** Record set **
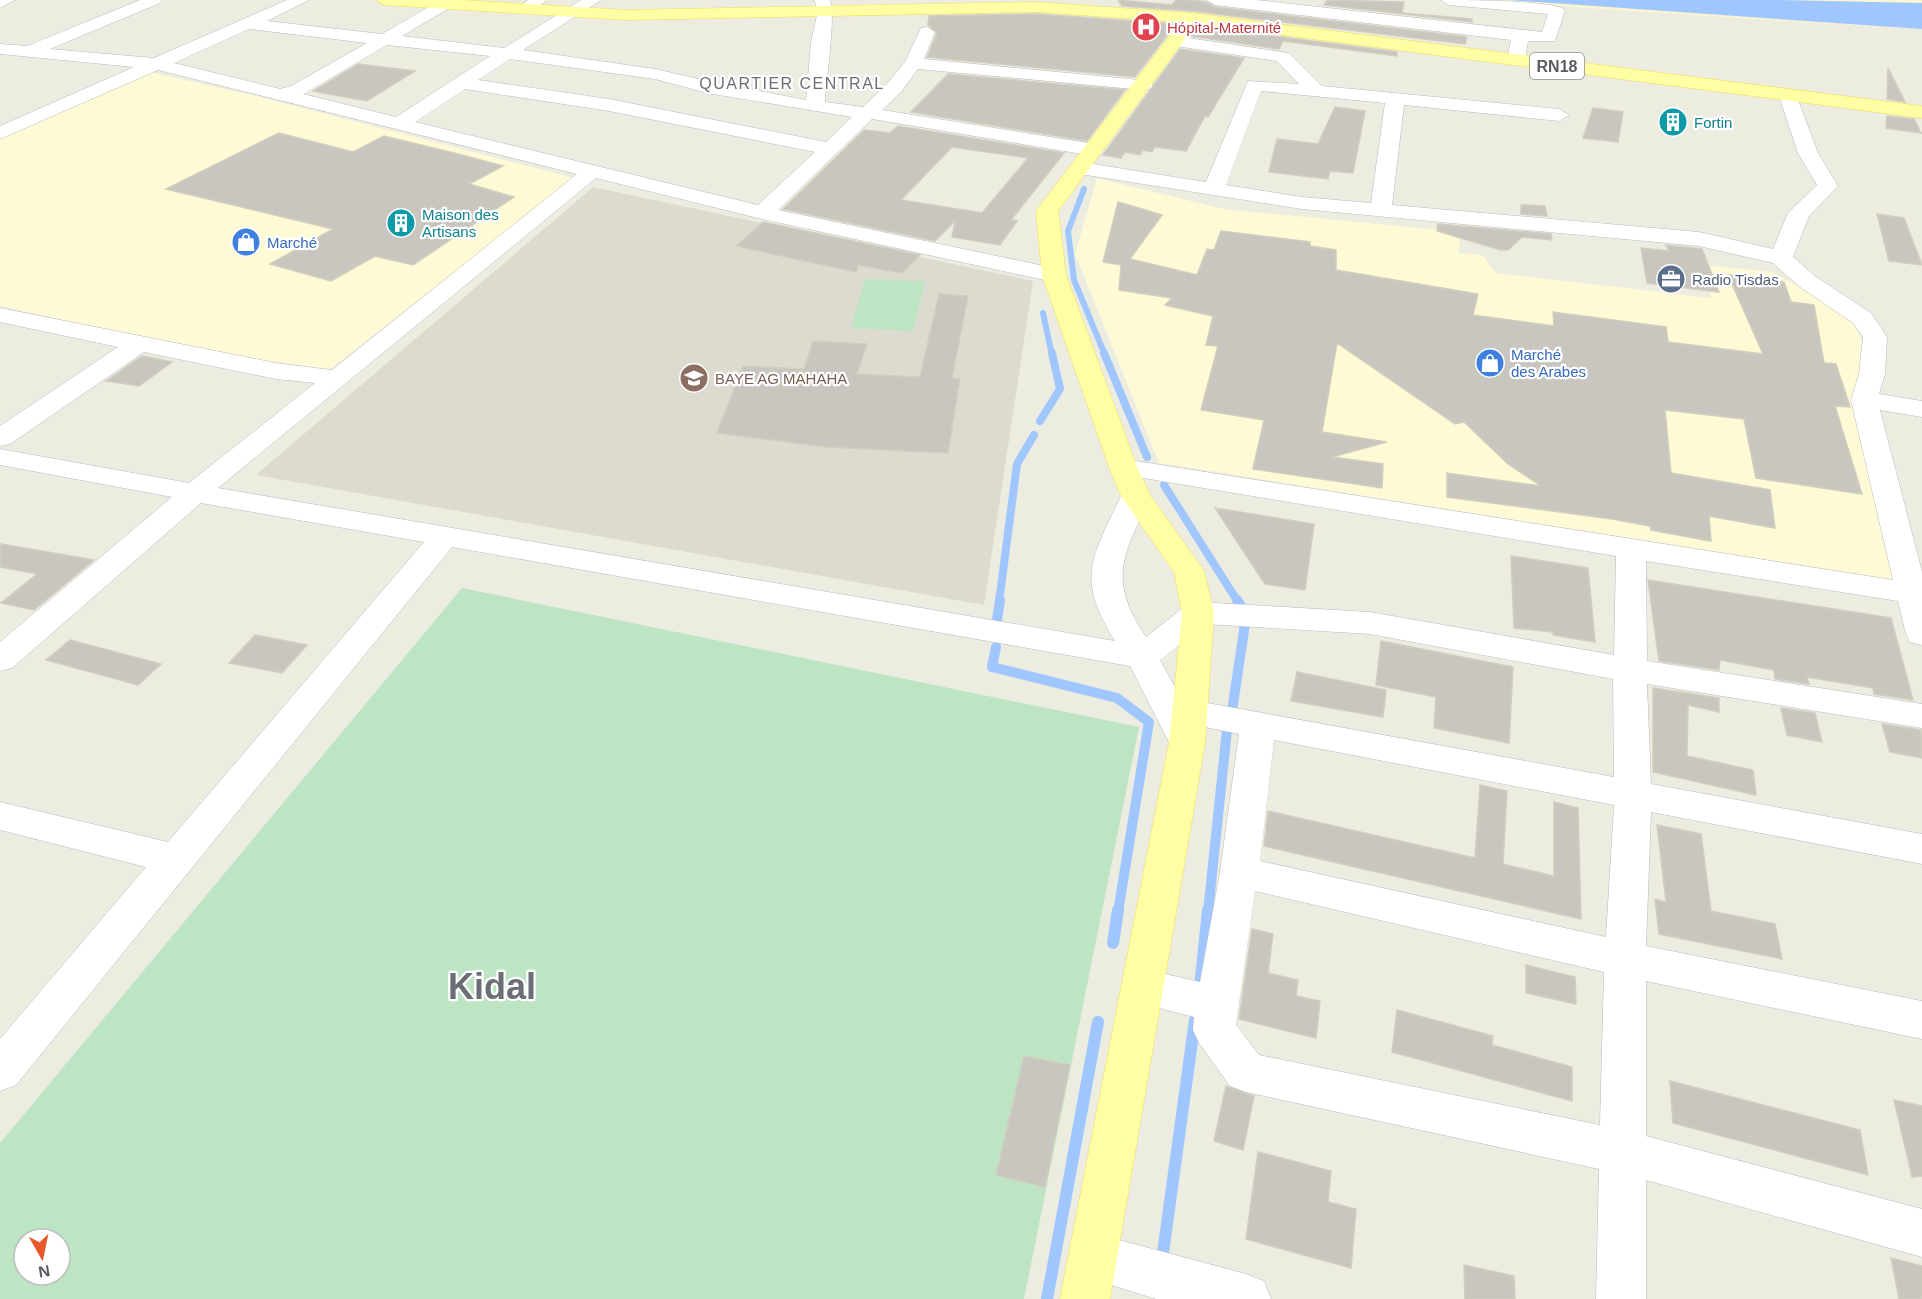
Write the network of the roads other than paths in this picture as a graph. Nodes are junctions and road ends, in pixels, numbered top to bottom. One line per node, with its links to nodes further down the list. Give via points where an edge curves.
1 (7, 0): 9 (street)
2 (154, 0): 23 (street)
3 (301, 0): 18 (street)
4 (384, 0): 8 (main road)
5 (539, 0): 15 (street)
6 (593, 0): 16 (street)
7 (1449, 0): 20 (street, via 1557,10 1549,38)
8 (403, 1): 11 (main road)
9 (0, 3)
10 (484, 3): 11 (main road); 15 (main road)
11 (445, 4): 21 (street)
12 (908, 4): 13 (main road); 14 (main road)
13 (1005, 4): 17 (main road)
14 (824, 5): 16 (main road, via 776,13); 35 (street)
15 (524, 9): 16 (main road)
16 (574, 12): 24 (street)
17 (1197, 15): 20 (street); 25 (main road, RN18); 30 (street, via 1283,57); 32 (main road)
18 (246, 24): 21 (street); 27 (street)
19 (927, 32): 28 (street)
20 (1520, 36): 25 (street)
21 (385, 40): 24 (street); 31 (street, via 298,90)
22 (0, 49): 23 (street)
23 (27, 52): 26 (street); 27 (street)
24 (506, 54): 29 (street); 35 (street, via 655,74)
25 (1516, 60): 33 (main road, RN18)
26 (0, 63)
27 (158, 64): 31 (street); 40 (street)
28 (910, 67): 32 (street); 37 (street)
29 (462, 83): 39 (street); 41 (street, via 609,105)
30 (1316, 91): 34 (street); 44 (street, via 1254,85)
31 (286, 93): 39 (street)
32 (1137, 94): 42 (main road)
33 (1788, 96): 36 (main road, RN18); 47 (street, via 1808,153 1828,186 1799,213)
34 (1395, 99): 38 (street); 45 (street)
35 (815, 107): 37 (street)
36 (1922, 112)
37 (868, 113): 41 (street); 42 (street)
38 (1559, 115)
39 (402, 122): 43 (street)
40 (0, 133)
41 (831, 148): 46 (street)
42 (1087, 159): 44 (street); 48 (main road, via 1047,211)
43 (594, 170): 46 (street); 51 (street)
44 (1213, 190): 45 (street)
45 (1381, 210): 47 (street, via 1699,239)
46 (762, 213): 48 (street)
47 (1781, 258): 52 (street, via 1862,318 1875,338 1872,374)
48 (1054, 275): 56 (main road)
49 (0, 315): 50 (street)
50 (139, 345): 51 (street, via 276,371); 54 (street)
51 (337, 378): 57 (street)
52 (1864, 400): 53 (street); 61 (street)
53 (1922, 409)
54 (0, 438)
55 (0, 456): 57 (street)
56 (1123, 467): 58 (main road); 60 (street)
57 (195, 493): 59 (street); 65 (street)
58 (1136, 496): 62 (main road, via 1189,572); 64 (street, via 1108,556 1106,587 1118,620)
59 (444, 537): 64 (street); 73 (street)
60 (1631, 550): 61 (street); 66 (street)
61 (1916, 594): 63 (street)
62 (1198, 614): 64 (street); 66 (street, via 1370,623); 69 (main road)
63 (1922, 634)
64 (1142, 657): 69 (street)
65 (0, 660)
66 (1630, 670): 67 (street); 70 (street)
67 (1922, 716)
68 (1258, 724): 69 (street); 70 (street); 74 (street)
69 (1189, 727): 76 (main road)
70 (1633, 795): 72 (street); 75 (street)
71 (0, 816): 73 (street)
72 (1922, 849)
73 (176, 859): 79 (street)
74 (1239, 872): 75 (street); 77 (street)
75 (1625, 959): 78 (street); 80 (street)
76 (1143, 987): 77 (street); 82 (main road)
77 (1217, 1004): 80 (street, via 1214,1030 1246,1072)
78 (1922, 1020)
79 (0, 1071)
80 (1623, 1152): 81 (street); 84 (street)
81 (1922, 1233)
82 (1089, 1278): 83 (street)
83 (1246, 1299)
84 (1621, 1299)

---

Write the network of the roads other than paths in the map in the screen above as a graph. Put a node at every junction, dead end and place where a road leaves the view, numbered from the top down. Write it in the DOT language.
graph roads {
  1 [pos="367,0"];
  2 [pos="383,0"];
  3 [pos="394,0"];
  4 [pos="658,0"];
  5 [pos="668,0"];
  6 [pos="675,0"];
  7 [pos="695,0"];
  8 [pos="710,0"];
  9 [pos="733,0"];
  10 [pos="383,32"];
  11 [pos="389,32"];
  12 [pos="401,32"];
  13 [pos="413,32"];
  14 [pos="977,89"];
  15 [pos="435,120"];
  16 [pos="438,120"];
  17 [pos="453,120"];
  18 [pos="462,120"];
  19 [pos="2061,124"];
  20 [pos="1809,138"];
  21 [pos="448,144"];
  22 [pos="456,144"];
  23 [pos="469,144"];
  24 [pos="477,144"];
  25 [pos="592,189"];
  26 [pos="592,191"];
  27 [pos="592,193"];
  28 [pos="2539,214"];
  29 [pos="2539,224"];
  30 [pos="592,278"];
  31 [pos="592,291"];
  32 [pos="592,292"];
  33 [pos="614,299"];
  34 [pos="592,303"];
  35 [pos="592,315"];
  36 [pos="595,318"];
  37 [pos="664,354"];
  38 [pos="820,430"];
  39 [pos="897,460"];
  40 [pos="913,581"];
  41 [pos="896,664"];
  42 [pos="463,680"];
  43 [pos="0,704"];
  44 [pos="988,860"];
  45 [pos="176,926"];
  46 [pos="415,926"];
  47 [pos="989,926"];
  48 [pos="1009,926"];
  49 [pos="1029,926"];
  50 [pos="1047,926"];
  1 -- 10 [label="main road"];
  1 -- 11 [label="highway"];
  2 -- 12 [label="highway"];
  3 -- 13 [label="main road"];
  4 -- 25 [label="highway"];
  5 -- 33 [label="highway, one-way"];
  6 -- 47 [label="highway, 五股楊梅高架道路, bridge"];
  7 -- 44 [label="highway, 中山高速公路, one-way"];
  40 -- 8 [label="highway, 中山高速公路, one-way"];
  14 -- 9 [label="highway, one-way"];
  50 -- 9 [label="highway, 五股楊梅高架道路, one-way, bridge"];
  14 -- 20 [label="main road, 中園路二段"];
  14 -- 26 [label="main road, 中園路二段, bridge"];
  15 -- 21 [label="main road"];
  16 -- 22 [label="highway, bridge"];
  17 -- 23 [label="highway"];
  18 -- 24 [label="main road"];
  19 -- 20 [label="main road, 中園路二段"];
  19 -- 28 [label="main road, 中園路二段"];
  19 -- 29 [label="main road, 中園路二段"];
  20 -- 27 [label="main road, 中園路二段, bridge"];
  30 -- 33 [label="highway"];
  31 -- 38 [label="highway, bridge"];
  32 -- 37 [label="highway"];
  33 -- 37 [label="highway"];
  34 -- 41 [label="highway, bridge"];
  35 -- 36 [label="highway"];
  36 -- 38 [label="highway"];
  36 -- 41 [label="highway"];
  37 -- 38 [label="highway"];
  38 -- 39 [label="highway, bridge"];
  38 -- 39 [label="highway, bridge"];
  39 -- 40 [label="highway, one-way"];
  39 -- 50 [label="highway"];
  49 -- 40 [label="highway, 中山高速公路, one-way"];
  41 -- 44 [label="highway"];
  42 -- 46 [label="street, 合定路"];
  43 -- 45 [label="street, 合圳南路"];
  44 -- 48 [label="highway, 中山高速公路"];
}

** What is being asked **
Tell how many lines in the material hold the word "roads". Reply with the number only.

** Answer to this exercise **
3